TASK OBJECTIVE:
Copy every line of the records that includes the word "align".

<<<<

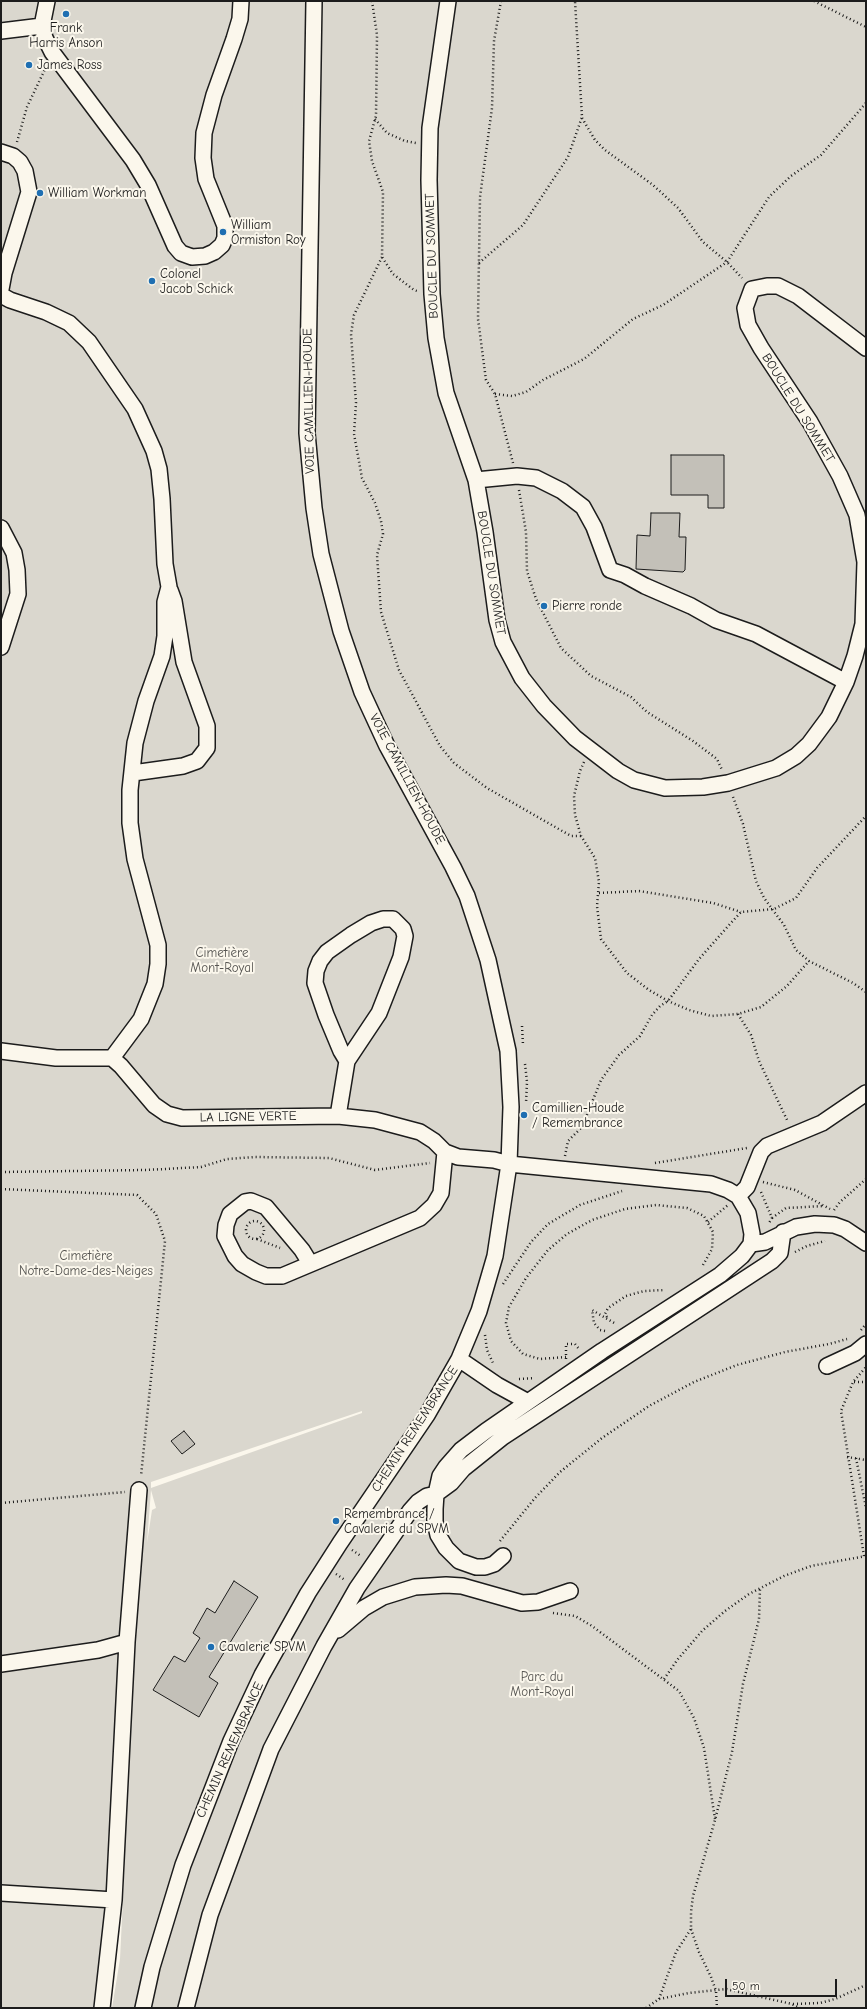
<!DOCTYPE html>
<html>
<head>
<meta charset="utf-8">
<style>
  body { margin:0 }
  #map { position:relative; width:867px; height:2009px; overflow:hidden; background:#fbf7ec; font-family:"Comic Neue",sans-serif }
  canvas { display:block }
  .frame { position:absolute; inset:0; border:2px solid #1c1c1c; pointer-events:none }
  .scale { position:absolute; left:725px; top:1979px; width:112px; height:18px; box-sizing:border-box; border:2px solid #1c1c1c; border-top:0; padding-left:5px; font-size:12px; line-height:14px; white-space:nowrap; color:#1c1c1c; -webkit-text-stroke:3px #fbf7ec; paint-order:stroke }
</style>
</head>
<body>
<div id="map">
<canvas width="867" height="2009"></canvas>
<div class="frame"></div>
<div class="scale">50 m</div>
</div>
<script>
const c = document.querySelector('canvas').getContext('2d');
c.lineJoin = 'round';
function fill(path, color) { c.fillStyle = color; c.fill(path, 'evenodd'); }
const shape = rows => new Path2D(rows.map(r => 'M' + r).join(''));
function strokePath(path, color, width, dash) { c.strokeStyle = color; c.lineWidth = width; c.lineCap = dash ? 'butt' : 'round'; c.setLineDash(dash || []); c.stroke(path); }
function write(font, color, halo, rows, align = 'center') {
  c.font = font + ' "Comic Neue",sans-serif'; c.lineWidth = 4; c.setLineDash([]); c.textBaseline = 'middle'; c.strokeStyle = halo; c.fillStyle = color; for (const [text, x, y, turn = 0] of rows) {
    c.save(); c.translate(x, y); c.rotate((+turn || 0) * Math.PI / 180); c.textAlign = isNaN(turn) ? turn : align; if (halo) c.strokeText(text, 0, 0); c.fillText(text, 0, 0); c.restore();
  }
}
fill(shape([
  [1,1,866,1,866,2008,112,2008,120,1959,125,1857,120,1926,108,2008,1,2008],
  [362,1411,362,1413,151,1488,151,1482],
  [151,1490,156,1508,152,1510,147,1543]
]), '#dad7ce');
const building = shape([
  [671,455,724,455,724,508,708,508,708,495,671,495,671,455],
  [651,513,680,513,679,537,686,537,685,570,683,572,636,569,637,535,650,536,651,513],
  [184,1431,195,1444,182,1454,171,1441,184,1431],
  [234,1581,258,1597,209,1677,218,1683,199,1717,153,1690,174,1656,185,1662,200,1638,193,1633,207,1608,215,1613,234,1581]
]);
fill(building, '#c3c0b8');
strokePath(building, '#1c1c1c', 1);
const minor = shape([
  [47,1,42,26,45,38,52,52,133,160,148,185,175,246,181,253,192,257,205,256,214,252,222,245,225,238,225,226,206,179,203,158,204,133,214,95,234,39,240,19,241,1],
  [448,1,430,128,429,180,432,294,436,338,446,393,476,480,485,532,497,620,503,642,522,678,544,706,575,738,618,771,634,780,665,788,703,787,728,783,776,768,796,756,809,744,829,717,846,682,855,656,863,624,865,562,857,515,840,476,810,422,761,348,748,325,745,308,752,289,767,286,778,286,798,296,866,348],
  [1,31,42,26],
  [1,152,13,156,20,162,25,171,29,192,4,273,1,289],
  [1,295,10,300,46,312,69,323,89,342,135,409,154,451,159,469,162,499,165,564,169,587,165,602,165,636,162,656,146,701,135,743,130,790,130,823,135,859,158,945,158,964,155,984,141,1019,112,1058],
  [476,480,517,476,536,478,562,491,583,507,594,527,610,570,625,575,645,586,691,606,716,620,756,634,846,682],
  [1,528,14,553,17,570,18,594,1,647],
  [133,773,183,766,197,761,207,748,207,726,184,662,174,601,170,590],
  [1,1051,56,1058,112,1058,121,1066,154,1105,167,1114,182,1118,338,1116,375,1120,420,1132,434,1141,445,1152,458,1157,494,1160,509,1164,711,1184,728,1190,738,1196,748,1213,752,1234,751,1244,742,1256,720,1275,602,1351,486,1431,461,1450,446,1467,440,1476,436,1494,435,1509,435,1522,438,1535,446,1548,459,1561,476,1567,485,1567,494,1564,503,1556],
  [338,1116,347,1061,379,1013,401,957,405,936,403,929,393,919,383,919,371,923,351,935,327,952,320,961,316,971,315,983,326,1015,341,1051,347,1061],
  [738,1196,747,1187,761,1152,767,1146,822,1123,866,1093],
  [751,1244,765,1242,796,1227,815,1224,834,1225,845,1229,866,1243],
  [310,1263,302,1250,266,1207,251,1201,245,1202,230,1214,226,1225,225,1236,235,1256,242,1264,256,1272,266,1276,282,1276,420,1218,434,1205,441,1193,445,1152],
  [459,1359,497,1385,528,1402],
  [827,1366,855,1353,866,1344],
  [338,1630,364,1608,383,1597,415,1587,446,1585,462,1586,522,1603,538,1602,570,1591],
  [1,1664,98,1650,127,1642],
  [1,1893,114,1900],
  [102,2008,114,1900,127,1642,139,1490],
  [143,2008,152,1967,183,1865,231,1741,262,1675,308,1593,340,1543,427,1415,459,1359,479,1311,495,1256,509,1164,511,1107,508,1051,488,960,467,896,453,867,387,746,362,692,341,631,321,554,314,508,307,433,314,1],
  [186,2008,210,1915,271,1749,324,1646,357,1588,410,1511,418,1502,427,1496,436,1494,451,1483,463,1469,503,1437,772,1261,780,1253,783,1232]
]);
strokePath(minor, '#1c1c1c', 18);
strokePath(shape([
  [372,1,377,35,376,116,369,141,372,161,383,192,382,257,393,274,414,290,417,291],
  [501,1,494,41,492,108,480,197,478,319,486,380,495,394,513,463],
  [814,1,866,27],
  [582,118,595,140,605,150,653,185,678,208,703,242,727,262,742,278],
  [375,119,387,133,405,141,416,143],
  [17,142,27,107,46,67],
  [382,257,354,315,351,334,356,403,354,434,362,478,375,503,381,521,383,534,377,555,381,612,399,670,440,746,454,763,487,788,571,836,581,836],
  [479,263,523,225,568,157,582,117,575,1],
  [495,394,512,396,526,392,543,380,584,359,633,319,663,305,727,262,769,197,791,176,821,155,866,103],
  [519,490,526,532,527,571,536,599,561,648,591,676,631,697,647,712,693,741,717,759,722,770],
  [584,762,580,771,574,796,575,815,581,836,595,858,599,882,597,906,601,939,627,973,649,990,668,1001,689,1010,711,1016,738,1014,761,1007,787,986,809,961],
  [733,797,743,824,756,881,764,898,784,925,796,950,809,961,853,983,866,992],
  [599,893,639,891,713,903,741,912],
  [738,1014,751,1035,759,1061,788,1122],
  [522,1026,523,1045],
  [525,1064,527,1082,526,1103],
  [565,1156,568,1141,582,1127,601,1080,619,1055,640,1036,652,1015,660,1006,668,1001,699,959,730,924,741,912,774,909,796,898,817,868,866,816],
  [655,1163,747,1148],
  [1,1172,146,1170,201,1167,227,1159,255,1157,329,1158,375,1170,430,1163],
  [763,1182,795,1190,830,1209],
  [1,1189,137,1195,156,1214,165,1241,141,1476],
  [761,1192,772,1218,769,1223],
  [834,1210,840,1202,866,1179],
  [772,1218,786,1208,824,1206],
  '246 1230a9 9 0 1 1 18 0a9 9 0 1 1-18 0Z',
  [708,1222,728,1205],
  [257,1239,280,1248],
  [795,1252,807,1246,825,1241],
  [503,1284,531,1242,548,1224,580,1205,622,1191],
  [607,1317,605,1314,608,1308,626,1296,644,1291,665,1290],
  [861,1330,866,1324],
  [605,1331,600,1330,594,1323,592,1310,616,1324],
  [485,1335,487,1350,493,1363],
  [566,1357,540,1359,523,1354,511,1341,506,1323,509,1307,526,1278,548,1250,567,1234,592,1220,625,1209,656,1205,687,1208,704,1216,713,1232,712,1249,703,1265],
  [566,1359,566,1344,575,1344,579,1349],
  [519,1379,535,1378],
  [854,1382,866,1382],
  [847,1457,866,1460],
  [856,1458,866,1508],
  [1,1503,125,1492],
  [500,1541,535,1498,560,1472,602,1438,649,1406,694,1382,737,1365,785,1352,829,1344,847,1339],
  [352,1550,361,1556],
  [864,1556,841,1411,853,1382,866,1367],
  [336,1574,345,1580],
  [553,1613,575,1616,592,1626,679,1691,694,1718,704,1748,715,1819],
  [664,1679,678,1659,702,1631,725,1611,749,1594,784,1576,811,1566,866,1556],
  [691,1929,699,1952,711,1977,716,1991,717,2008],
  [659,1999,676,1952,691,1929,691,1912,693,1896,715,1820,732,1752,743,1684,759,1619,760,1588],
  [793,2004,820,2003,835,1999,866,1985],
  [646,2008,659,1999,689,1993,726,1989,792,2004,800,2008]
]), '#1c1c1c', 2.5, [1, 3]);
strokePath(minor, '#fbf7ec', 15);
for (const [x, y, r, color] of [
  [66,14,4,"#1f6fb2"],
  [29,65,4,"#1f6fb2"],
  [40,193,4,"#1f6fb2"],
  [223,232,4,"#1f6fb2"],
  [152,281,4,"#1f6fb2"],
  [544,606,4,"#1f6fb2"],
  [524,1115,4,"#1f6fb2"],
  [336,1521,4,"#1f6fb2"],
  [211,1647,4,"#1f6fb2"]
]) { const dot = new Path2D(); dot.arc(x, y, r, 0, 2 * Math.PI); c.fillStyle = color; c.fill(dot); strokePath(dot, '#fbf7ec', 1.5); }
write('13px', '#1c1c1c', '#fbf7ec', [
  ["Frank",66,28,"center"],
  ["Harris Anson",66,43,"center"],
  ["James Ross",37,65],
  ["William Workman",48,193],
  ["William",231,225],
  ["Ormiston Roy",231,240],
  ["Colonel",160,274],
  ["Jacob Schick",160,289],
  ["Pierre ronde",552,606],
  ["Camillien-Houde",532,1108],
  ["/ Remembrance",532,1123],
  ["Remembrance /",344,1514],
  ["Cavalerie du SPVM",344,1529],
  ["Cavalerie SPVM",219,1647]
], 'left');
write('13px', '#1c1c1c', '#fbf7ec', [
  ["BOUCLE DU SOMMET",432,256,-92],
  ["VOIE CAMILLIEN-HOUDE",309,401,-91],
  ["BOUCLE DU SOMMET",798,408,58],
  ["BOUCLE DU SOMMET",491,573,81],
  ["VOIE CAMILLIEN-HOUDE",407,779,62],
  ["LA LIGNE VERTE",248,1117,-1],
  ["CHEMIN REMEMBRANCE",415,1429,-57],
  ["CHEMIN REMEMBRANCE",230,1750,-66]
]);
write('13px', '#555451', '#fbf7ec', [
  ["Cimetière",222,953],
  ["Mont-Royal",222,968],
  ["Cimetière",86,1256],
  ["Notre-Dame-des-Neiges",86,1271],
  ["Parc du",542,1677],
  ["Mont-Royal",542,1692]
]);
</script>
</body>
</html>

>>>>

RESULT OF THE EXERCISE:
function write(font, color, halo, rows, align = 'center') {
    c.save(); c.translate(x, y); c.rotate((+turn || 0) * Math.PI / 180); c.textAlign = isNaN(turn) ? turn : align; if (halo) c.strokeText(text, 0, 0); c.fillText(text, 0, 0); c.restore();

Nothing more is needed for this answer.